Mentre il mondo accelera sull’intelligenza artificiale, l’Italia si regala una proroga-farsa sul Rentri

Argomenti trattati: Tracciabilità

Sostenibilità vuol dire tante cose e fra queste, sicuramente, la possibilità di produrre meno costi sociali e ambientali. Ma come? Le idee sul tappeto sono sempre molte e a volte particolari; però, un’iniziativa recente colpisce per la sua originalità: calcolare il costo di utilizzo di quello che comperiamo. Una pratica interessante che va oltre il prezzo dell’acquisto del bene.

Una volta si diceva “chi più spende meno spende” e a ben guardare è un concetto che sta tornando. Questo perché i beni di qualità costano di più ma durano più a lungo e sono riparabili e così, nel lungo periodo diventano più economici. Il calcolo è semplice: si divide il costo totale dell’oggetto per il numero di (presunti) giorni di sua durata.

Tra le iniziative originali, ce n’è una stravagante, ma neanche troppo: l’apertura in Francia dei centri per il lavaggio delle stoviglie riutilizzabili in plastica, vetro e acciaio; i centri diffonderebbero il riuso e combatterebbero l’usa e getta.

Nuove e originali notizie, dunque, giungono dal mondo della sostenibilità dove, intorno alla creatività, si aggregano gli attori fondamentali di ogni successo: le norme, la logistica, la filiera produttiva e l’impegno dei consumatori. La strada è ancora molto lunga, ma era tempo. Quasi come tornasse l’insuperata prosa di A. Baricco quando, nel suo Castelli di rabbia, scriveva “Accadono cose che sono come domande. Passa un minuto, oppure anni, e poi la vita risponde”.

Ma accanto alle buone notizie c’è il fermo immagine del bifrontismo delle grandi e piccole città italiane, ammalate anche di archeologia industriale in declino e abbandonata.

Un fenomeno che produce luoghi combattuti tra l’impulso di una possibile rinascita post-industriale e quello di una immobilità corrosiva che gli rema contro. Luoghi in bilico tra un passato che c’è stato e un futuro che non c’è, senza crollare e senza rinascere. Senza respiro.

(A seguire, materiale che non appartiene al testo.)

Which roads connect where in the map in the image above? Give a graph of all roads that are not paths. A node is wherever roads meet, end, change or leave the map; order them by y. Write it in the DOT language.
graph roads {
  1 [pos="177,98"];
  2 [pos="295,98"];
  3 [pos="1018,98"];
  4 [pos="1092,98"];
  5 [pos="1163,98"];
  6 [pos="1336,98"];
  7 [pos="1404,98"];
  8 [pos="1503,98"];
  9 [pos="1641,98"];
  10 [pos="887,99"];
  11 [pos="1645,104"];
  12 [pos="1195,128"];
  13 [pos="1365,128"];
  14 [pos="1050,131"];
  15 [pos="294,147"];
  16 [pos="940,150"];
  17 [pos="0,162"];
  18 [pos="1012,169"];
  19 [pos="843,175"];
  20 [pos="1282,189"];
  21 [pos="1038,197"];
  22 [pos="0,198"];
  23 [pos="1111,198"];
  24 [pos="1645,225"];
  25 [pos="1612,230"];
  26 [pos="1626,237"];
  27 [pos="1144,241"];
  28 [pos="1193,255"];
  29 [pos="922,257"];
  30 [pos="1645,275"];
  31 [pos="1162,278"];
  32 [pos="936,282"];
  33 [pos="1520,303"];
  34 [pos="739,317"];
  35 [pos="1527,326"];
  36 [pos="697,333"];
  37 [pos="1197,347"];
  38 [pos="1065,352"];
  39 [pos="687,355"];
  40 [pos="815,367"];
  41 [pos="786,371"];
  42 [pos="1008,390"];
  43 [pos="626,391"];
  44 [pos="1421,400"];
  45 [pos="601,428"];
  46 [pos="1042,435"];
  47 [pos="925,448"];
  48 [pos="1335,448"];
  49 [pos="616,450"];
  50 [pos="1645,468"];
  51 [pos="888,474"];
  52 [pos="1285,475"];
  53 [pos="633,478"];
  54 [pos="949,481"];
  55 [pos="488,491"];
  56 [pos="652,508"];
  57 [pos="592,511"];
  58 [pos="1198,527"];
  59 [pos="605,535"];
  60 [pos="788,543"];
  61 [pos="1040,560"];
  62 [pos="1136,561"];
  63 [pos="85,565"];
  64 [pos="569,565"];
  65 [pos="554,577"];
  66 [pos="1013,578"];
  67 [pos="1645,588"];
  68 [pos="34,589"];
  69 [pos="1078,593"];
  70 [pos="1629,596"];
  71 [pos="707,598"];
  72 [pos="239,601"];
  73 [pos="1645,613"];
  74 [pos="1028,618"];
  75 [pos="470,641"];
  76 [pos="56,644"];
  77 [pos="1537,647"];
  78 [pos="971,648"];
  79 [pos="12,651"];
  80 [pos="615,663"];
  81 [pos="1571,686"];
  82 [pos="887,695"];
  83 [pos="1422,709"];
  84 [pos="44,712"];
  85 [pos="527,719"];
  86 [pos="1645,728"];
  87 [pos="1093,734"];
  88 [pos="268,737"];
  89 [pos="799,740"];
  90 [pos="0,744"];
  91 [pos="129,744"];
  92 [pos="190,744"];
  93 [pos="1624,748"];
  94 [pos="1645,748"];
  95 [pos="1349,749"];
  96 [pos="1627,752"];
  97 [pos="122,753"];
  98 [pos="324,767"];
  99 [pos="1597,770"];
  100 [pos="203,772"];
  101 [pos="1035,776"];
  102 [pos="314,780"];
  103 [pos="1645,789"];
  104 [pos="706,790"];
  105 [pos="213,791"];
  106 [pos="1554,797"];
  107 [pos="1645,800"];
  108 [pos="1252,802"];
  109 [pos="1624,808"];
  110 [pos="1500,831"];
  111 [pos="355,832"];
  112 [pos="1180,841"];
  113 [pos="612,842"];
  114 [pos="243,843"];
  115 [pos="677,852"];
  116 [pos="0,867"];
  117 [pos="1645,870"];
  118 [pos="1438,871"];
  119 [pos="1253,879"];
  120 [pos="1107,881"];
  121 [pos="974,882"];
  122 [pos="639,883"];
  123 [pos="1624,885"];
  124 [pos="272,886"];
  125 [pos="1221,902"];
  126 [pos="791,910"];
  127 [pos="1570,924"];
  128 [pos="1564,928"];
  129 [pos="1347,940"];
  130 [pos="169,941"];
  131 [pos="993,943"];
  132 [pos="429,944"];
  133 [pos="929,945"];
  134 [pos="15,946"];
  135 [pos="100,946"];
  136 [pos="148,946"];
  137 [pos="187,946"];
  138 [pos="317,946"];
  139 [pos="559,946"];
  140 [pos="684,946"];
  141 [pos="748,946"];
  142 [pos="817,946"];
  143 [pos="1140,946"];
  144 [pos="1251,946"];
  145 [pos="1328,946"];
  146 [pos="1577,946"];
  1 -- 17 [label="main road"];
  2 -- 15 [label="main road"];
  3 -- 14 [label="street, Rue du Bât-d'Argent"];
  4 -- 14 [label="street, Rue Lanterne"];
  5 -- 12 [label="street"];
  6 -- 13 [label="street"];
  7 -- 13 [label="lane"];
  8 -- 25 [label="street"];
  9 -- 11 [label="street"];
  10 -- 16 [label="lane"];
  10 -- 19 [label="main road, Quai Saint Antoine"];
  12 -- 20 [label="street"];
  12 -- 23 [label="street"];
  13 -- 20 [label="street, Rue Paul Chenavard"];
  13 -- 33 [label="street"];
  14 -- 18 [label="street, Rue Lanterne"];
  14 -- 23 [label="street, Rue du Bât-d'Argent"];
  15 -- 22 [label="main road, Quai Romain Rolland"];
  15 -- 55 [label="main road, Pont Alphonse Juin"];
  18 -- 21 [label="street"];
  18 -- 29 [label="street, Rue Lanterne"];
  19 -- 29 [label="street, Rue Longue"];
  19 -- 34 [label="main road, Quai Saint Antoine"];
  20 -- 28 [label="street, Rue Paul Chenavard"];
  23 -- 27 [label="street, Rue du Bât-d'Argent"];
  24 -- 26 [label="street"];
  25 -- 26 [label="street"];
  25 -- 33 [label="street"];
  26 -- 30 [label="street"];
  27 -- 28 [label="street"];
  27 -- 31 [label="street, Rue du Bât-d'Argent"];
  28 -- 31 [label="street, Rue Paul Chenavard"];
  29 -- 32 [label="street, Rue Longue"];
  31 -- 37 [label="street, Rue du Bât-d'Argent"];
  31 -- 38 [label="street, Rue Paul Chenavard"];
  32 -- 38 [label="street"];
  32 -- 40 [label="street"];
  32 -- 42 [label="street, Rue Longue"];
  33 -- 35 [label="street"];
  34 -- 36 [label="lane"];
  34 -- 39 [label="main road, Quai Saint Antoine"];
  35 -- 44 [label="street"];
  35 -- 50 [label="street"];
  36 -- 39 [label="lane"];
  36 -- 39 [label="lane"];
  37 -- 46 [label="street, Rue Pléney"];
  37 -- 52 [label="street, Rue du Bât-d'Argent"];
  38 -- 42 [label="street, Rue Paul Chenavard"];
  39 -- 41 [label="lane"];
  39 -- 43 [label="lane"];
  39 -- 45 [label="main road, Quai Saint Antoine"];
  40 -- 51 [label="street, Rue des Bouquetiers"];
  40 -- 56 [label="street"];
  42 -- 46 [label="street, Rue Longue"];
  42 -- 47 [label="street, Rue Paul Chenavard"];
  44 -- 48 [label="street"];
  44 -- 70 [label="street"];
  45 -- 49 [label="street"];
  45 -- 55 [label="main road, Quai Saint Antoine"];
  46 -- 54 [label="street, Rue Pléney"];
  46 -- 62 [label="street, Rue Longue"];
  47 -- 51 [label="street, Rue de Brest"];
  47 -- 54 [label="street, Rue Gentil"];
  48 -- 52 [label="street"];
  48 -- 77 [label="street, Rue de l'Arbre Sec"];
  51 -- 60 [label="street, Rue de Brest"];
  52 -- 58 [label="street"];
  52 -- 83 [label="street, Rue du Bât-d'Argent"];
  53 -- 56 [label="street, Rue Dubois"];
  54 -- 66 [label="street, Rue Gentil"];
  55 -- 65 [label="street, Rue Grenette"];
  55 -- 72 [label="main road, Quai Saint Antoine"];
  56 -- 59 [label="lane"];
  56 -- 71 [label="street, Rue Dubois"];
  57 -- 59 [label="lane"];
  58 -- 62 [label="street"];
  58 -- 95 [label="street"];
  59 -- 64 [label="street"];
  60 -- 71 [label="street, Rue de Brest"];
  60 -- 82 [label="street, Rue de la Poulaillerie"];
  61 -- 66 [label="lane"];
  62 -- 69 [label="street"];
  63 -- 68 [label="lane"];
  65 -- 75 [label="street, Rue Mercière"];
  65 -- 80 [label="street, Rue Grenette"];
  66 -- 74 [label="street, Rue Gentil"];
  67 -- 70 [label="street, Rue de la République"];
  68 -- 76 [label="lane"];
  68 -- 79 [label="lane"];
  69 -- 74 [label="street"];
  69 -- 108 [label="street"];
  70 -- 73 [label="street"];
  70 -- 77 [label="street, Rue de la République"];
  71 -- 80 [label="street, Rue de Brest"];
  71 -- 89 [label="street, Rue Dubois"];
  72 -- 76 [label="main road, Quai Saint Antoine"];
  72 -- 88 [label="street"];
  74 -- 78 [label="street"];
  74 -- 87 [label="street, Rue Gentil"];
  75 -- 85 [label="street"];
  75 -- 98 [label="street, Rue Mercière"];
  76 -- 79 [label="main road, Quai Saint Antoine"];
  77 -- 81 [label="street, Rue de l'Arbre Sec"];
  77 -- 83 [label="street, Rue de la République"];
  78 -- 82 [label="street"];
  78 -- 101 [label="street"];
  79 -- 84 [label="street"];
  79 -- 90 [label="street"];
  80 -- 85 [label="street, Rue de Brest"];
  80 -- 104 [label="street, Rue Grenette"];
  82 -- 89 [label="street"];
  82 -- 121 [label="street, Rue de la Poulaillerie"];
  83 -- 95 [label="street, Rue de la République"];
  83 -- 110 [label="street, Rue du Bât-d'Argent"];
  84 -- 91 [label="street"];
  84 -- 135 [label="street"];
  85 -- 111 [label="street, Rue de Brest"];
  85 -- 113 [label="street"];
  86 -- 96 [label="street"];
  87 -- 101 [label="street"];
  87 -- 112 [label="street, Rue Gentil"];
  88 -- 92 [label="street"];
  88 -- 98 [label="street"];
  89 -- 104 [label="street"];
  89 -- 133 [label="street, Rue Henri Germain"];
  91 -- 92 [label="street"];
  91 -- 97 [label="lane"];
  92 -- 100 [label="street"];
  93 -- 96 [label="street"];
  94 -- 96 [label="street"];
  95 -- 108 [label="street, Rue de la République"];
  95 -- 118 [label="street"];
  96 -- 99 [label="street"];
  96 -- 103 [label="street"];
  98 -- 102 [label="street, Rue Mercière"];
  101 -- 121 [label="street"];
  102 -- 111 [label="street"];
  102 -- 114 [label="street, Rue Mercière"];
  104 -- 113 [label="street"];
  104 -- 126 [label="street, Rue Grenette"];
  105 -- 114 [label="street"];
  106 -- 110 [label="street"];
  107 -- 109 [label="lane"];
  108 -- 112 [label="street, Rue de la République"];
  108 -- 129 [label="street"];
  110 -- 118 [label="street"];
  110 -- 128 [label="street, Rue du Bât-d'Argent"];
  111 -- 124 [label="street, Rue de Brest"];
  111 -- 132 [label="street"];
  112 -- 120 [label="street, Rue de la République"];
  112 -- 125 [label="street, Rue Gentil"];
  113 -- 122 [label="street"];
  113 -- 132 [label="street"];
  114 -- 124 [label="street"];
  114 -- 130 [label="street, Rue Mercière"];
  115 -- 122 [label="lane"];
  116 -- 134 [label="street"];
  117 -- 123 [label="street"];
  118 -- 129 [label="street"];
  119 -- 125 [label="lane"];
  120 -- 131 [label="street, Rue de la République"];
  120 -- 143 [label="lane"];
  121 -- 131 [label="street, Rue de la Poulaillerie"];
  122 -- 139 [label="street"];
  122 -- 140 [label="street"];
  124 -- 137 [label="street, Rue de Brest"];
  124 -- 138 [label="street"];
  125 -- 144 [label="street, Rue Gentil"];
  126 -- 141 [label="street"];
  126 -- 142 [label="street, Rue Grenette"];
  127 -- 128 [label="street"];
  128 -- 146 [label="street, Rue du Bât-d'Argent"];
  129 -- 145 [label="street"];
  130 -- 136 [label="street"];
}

Città nella città, in quella realtà fisica e organizzata di fattori economici e sociali, un luogo ma anche una dimensione della psiche e una categoria antropologica. Capace di trasformarsi da utopia in distopia e viceversa. Dipende dal fluire delle cose e dagli occhi con i quali accettano di farsi guardare.

Eppure si uscirà da tutto questo, ma non grazie ai lavaggi dei contenitori o al calcolo del costo di utilizzo di quello che compriamo. La chiave è scontata e si chiama IA. Sarà un bene o sarà un male? Dipende dal grado di ottimismo/pessimismo di ciascuno, perché cambieranno il pensiero, la conoscenza, la percezione, la realtà. In una parola, il corso della storia.

Lo scorso 11 febbraio, per promuovere ricerca e innovazione sull’IA, la Commissione Ue ha annunciato un fondo europeo di 20 miliardi di euro. E il Paese più attivo, in questo momento, è la Francia. È lì che ha sede Mistral, il linguaggio europeo oggi più noto e che si chiama come il vento freddo e potente della Provenza. Forse il nome non è un caso.

Con il fondo saranno costruite quattro “giga-factory” per mobilitare investimenti fino a 200 miliardi di euro. Ed è solo l’inizio.

Intanto, il ritmo del cambiamento accelera e per questo il premio Nobel 2021 per la fisica, Giorgio Parisi, chiede che l’Europa crei un Cern per l’IA dove fare “quello che ancora non c’è”.

In Italia, con poca fantasia, ci siamo limitati a una proroga-farsa del Rentri approvata nella notte con la conversione in legge del Milleproroghe. Ma sarà operante solo con un decreto che il Ministero dell’ambiente dovrebbe fare entro un mese.

Che cosa sgradevole, perché tutti erano pronti e le fisiologiche difficoltà del primo momento erano già state messe in conto.

A differenza del Nobel Parisi, più modestamente, ci sarebbe bastato fare “quello che già c’è”. Neanche quello.